Opinião
Decreto-Lei da Impunidade
2022-07-12 09:48:33
O XXIII Governo Constitucional prepara um decreto-lei para legislar sobre a impunidade das suas incompetências. Será o resultado de diversos “diplomas” assinados por vários ministros, suportados pelo primeiro-ministro e que tem, invariavelmente, acabado por serem promulgados pelo Presidente da República.
Se os momentos difíceis têm sido justificados pelo Governo com a pandemia, a guerra, a inflação e outros tantos fatores que têm afetado transversalmente o mundo, os frequentes e consecutivos casos graves que tem acontecido, só podem dar origem a legislação de forma que a incompetência possa ser lei e desobrigar os governantes inaptos e incapazes de todas e quaisquer responsabilidades.
Há centenas de casos sem que as consequências revertam para os principais responsáveis, mantendo-se impunes e nos seus lugares.
Em 2017 os incêndios de Pedrógão Grande destruíram mais de 50 mil hectares de floresta e causaram 66 mortos. Não há responsabilidades pelas inúmeras falhas neste processo, a desorientação total foi a principal causa da morte de 47 pessoas na EN 236. Podem existir inúmeros culpados, agora, responsabilidades políticas nem vê-las.
Em 2020 um ucraniano de 40 anos aterrou em Lisboa, na bagagem trazia apenas a esperança de encontrar um trabalho que lhe permitisse sustentar a família que ficou na Ucrânia.

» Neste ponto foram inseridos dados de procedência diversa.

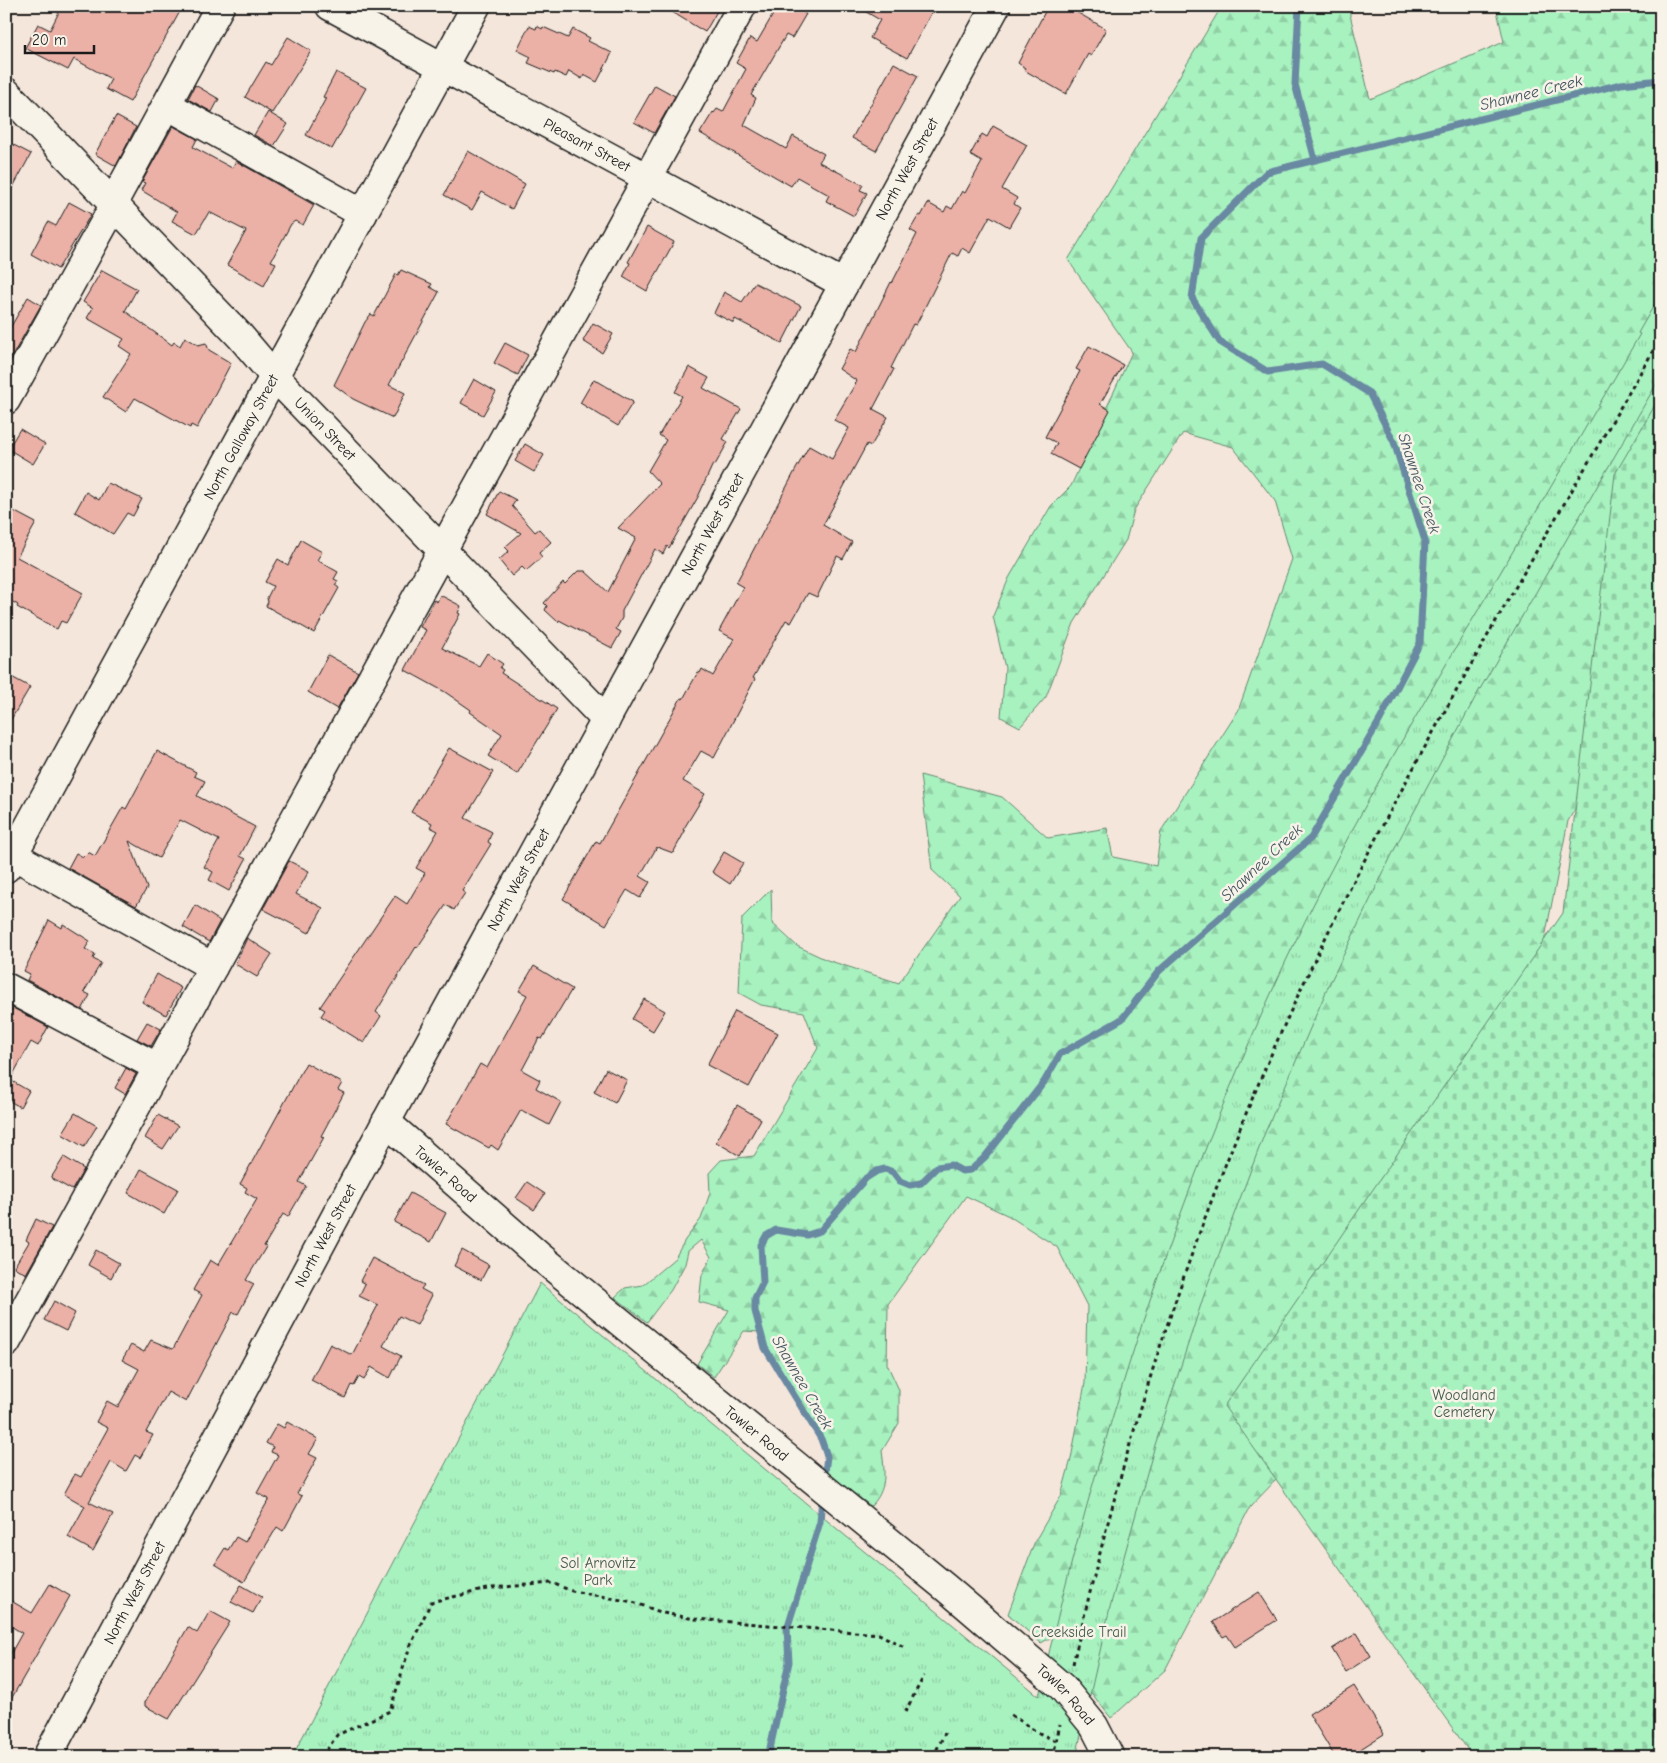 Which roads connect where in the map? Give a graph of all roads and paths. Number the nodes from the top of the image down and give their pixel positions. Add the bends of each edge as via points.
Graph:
1 (220, 6) edge
2 (330, 6) edge
3 (476, 6) edge
4 (742, 6) edge
5 (996, 6) edge
6 (443, 67) junction
7 (6, 92) edge
8 (167, 105) junction
9 (649, 178) junction
10 (113, 203) junction
11 (363, 214) junction
12 (844, 284) junction
13 (1661, 337) edge
14 (274, 376) junction
15 (6, 400) edge
16 (442, 551) junction
17 (606, 720) junction
18 (11, 852) edge
19 (213, 968) junction
20 (6, 987) edge
21 (157, 1067) junction
22 (386, 1122) junction
23 (6, 1343) edge
24 (906, 1648) dead end
25 (924, 1676) dead end
26 (1066, 1691) junction
27 (905, 1712) dead end
28 (1011, 1715) dead end
29 (945, 1733) dead end
30 (1056, 1741) junction
31 (47, 1757) edge
32 (322, 1757) edge
33 (933, 1757) edge
34 (1053, 1757) edge
35 (1110, 1757) edge

1 - 8 street
2 - 6 street, Pleasant Street
3 - 6 street, North Galloway Street
4 - 9 street
5 - 12 street, North West Street
6 - 9 street, Pleasant Street
6 - 11 street, North Galloway Street
7 - 10 street, Union Street
8 - 10 street
8 - 11 street
9 - 12 street, Pleasant Street
9 - 16 street
10 - 14 street, Union Street
10 - 15 street via 111,212
11 - 14 street, North Galloway Street
12 - 17 street, North West Street
13 - 26 path via 1391,809 1284,1028 1216,1190 1157,1356 1107,1524
14 - 16 street, Union Street
14 - 18 street, North Galloway Street
16 - 17 street, Union Street
16 - 19 street
17 - 22 street, North West Street
18 - 19 street
19 - 21 street
20 - 21 street
21 - 23 street
22 - 26 street, Towler Road via 538,1255 946,1588
22 - 31 street, North West Street
24 - 32 path via 879,1634 671,1615 633,1602 572,1591 552,1583 492,1588 431,1602 409,1650 390,1711 337,1735
25 - 27 path
26 - 30 path
26 - 35 street, Towler Road via 1094,1726
28 - 30 path
29 - 33 path
30 - 34 path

Não chegou a sair do aeroporto. Morreu dois dias depois às mãos de inspetores do SEF que o espancaram e torturaram. Culparam-se, acusaram-se e condenaram-se os executores, mas, politicamente, a única conclusão a que chegaram é que deveriam colocar nas salas do SEF um botão de pânico.
Ainda antes de terminar 2020, fica-se a saber que o Ministério da Justiça contraria uma escolha de um comité de peritos e indica para o cargo de procurador europeu uma outra escolha com base em falsidades que constavam no seu CV e que, acabaram por permitir a sua nomeação para procurador europeu nacional na Procuradoria da União Europeia, órgão independente de combate… à fraude. Politicamente não passou de uns “lapsos”.
Em 2021 uma viatura oficial que transportava o Ministro da Administração Interna, o mesmo que tinha sob sua tutela o SEF e a Proteção Civil, seguia em excesso de velocidade na A6 e acabou por atropelar um trabalhador, causando-lhe a morte. A responsabilidade foi atribuída ao motorista. O Ministro manteve-se politicamente imaculado.
Em 2022 o SNS entra em colapso. O desinvestimento escondido nas cativações, o fim de PPP de sucesso, por questões ideológicas, como o Hospital de Braga e ausência de reformas estruturais encerra urgências por todo o país, instala-se o caos nos serviços de ginecologia e obstetrícia criando terror a cada gravidez. Politicamente a responsabilidade passou por nomear uma comissão de acompanhamento e pedir aos portugueses que não fiquem doentes em agosto.
Na semana passada, um ministro anunciou dois novos aeroportos para Lisboa, o primeiro-ministro mostrou-se surpreendido e revogou a decisão. O medo das consequências para o partido, leva à aceitação de troca de um pedido de demissão por um pedido de perdão. Politicamente tratou-se apenas de um erro de comunicação.
Deve estar para breve o Decreto-Lei da Impunidade e, com toda a certeza, que terá efeitos retroativos desde o final de 2015.